The Asian Poker Tour is turning Incheon into the summer’s next big stage. From August 7-16, Paradise City’s casino resort hosts APT Incheon 2026, a nine-day festival carrying a $2.7 million guarantee and, for the pros flying straight out of Las Vegas, a reason to keep the run going long after the WSOP Main Event bags up.
The timing is no accident. The World Series winds down its July stretch just as the APT’s 20th-anniversary season rolls into South Korea, and this stop leans harder than usual into big buy-ins — the tournaments that justify a flight for players chasing real scores rather than a weekend of small-stakes fun.
Where the big money sits
Topping the schedule is the Superstar Challenge, a roughly $24,000 buy-in that has drawn names like Bertrand “ElkY” Grospellier, Joseph Cheong and recent APT Jeju winner Ren Lin. The prize is the Black Stealth Lion trophy, and with a 250K starting stack and 40-minute levels, the whole thing plays out over just two days, August 14-15.
Right behind it sits the $10K APT Super High Roller (August 8-9), which reliably builds one of the tour’s fattest prize pools and hands its winner the Pewter Lion. The $2K APT High Roller — which pulled 260 runners at last year’s Incheon debut — returns August 12-13, with a pricier $3.4K edition closing the series August 15-16.
Asian talent tends to run deep in these fields. Japan’s Shigeji Kusakabe banked more than $250,000 taking down the Natural8-sponsored Zodiac Classic last year, and that $2K event runs again August 13-14. Prefer a six-figure shot without the multi-day grind? The $7K Baby Superstar Challenge on August 11 has averaged a six-figure top prize since it debuted in 2024.
A paid ticket to the $5M Taipei finale
The real sweetener runs beneath the entire schedule. In keeping with the anniversary season, winners of six marquee events — the Super High Roller, the APT High Roller, the Superstar Challenge, the High Roller Ultra Stack, the Mini Main Event and the Zodiac Classic — each collect a $10,000 seat into the APT Championship. The top three finishers in the Incheon Main Event pick one up as well.
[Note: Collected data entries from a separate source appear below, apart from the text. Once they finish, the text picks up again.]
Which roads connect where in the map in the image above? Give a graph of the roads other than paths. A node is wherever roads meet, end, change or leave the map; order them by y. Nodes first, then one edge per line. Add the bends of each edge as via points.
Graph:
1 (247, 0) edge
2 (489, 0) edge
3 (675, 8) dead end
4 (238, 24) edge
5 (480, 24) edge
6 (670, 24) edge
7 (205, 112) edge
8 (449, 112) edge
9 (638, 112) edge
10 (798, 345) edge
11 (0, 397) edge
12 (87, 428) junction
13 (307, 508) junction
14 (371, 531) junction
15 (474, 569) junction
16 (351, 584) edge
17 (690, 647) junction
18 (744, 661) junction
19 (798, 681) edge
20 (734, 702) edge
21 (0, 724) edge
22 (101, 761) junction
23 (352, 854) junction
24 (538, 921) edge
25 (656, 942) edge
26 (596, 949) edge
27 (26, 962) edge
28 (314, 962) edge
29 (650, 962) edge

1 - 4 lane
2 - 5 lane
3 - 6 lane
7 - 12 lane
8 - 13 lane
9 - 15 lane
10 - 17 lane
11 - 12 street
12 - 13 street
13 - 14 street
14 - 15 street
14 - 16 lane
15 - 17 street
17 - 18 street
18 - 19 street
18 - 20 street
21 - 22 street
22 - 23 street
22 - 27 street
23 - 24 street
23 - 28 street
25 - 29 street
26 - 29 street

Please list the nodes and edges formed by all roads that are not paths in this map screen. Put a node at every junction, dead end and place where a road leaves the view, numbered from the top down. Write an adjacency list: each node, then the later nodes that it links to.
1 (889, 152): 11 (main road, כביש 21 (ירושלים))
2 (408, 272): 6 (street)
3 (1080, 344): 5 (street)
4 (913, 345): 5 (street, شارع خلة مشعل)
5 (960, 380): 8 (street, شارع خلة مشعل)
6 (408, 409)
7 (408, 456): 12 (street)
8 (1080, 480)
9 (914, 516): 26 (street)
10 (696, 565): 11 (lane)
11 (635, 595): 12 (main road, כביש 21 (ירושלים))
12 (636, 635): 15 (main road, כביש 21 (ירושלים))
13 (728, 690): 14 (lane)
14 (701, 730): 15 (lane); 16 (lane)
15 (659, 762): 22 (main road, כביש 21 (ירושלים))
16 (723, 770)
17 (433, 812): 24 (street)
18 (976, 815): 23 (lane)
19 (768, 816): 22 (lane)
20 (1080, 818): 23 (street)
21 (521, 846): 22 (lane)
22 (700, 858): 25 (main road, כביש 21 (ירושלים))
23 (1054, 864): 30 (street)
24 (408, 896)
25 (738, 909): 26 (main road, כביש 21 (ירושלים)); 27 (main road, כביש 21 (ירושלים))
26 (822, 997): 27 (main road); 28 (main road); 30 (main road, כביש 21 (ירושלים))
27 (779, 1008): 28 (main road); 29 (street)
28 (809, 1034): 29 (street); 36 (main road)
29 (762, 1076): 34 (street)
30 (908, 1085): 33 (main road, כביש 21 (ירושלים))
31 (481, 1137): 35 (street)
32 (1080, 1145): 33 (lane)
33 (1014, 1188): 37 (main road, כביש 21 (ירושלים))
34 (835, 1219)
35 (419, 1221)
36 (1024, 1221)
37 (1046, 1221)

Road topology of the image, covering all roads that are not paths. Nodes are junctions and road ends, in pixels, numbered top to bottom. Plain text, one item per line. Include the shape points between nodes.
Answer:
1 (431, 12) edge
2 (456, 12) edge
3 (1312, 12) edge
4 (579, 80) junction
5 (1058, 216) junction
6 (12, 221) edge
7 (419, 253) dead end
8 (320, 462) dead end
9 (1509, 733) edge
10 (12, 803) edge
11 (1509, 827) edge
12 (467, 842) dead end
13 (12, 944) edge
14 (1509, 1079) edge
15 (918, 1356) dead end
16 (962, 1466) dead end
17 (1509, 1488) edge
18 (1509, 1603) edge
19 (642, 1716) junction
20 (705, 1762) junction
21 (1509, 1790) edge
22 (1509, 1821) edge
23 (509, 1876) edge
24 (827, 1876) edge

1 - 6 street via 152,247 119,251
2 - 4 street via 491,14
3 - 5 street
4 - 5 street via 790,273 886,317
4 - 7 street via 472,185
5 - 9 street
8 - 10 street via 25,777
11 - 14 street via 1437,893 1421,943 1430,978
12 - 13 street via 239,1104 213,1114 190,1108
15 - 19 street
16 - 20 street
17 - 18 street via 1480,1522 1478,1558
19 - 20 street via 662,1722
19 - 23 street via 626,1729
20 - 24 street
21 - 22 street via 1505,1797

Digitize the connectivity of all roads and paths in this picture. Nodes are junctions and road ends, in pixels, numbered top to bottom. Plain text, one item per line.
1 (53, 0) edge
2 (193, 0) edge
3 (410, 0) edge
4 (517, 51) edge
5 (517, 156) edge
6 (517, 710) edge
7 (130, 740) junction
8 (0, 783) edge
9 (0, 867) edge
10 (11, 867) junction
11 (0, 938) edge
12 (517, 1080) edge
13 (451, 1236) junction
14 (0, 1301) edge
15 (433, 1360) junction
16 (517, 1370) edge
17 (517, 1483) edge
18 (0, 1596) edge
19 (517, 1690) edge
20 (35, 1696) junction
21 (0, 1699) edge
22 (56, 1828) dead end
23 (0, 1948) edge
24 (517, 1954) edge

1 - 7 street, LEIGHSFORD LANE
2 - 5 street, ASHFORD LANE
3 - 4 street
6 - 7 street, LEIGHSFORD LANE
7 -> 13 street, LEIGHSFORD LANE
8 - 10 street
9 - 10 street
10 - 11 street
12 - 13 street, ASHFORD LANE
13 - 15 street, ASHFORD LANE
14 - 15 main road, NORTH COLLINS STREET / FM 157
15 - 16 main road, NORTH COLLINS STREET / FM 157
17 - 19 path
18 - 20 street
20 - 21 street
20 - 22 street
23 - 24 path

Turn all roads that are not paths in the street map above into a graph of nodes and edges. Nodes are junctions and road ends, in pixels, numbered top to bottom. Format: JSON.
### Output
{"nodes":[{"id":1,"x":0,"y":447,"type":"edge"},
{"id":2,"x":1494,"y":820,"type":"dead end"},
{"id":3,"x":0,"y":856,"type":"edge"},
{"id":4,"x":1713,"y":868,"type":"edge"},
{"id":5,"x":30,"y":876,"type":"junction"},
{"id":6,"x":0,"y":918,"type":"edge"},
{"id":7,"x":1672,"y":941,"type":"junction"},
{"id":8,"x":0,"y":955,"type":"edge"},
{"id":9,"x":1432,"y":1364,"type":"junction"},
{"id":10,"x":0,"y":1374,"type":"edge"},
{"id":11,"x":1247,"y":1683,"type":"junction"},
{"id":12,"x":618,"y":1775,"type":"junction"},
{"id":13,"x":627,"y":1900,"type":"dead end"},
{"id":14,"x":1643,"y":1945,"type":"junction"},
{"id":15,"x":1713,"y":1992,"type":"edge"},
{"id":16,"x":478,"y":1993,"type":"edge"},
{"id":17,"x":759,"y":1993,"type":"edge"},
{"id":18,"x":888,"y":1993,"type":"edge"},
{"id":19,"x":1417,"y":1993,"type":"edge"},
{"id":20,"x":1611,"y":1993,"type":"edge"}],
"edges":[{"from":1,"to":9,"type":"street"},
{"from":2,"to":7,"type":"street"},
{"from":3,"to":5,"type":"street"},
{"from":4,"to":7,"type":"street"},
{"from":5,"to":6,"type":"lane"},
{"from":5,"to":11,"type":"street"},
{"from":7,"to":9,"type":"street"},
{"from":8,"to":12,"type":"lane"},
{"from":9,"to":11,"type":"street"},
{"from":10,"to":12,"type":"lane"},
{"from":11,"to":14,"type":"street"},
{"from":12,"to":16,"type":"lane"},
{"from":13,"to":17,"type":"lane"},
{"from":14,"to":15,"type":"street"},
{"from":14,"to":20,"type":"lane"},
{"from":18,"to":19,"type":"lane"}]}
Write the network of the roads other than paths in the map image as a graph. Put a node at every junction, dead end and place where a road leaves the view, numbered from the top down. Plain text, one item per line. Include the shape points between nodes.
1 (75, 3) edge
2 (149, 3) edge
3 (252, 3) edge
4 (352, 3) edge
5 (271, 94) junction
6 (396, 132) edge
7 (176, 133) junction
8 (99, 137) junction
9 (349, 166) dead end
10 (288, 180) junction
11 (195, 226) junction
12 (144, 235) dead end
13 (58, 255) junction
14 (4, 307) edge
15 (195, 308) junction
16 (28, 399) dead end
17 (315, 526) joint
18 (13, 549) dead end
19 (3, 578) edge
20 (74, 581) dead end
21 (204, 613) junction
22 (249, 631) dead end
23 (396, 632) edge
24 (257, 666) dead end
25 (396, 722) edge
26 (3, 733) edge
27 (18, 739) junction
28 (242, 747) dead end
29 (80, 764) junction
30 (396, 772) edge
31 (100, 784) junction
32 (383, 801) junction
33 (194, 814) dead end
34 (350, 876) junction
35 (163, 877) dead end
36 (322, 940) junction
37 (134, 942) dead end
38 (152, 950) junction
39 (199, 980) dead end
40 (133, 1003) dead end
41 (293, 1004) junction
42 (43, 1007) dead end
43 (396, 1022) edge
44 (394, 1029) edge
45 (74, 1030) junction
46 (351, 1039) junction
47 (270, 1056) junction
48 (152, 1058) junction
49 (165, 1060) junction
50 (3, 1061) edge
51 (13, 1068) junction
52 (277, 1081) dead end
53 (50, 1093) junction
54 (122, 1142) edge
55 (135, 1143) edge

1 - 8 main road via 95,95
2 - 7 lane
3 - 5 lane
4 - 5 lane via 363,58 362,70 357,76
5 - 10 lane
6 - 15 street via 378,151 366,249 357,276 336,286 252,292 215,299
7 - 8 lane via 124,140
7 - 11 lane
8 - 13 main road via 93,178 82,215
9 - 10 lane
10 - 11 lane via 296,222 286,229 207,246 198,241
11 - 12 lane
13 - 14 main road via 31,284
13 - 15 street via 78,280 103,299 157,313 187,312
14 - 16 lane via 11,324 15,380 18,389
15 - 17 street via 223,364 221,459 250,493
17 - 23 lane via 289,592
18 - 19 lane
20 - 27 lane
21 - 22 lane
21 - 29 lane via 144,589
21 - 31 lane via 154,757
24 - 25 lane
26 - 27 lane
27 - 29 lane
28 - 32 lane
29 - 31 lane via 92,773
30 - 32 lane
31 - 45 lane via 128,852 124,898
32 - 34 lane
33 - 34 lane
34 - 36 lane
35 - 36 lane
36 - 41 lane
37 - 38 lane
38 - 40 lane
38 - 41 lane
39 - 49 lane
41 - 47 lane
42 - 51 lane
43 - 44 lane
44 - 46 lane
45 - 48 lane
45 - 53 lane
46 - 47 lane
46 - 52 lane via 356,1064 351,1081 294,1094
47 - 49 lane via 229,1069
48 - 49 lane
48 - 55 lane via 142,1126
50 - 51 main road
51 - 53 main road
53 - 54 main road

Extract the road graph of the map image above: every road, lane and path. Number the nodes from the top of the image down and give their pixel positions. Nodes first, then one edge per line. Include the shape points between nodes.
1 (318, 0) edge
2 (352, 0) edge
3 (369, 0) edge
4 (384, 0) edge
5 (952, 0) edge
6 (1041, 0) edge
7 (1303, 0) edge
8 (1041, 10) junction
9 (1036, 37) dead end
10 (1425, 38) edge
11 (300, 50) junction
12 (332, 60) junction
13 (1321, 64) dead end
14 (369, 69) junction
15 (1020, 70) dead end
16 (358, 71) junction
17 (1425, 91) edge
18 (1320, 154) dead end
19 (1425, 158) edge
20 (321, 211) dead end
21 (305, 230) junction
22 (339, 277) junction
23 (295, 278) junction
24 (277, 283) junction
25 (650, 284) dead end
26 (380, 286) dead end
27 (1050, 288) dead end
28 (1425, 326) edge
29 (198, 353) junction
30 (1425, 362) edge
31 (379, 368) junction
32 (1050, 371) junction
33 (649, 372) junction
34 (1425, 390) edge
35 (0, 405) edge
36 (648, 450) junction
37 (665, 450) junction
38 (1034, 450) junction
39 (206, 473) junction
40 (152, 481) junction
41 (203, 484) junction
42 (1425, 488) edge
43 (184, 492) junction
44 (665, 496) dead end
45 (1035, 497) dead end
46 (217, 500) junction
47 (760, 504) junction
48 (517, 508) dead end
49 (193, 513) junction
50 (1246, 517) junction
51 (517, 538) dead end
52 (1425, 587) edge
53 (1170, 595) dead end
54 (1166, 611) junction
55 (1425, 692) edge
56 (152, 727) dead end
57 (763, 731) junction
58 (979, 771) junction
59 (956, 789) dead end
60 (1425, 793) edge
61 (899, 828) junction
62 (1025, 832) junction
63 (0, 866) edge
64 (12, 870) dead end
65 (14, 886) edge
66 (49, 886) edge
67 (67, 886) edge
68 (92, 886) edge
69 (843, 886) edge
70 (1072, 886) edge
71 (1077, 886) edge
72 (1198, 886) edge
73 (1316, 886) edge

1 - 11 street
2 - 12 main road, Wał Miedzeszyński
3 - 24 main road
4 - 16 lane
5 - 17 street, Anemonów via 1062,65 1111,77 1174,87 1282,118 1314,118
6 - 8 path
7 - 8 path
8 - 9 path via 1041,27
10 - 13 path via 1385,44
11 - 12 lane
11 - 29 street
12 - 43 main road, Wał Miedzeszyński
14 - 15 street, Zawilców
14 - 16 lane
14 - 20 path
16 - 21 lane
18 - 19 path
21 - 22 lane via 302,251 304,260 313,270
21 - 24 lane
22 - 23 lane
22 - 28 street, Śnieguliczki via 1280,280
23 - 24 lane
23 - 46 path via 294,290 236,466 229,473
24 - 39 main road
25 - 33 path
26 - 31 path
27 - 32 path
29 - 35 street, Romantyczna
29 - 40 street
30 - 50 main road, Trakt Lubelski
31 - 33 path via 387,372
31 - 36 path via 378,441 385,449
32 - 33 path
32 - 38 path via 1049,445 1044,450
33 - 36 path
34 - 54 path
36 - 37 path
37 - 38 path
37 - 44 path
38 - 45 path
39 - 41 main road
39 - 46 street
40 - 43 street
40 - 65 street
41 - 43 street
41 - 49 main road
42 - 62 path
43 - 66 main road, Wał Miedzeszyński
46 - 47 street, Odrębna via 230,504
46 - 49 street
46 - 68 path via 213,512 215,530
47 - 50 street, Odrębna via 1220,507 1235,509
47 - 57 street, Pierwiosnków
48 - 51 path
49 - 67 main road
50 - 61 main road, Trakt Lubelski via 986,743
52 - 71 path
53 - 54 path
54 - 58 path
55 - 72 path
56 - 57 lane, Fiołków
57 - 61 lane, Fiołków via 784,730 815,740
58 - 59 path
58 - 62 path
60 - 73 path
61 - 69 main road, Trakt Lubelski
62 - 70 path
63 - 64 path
That Championship is a $5 million guaranteed freezeout in Taipei from November 23-27, back in the city that hosted the inaugural edition in 2025. Win the right trophy in Korea and the trip to Taiwan is already covered.
Short on time? Plenty of one-day options
Incheon isn’t only for grinders with a week to spare. The schedule stacks seven single-day high rollers between $1K and $2.6K — including a $2K 9-Game Mix and a $1K Women’s High Roller — plus five turbo events running 15-minute levels and shot clocks from the opening hand, built for players who’d rather split their time between the felt and everything else Paradise City has going on.
With the WSOP fading into the rearview and a $5 million finale waiting in Taipei, Incheon shapes up as the pivot point of the APAC calendar. We’ll be tracking which names carry their Vegas form across the Pacific.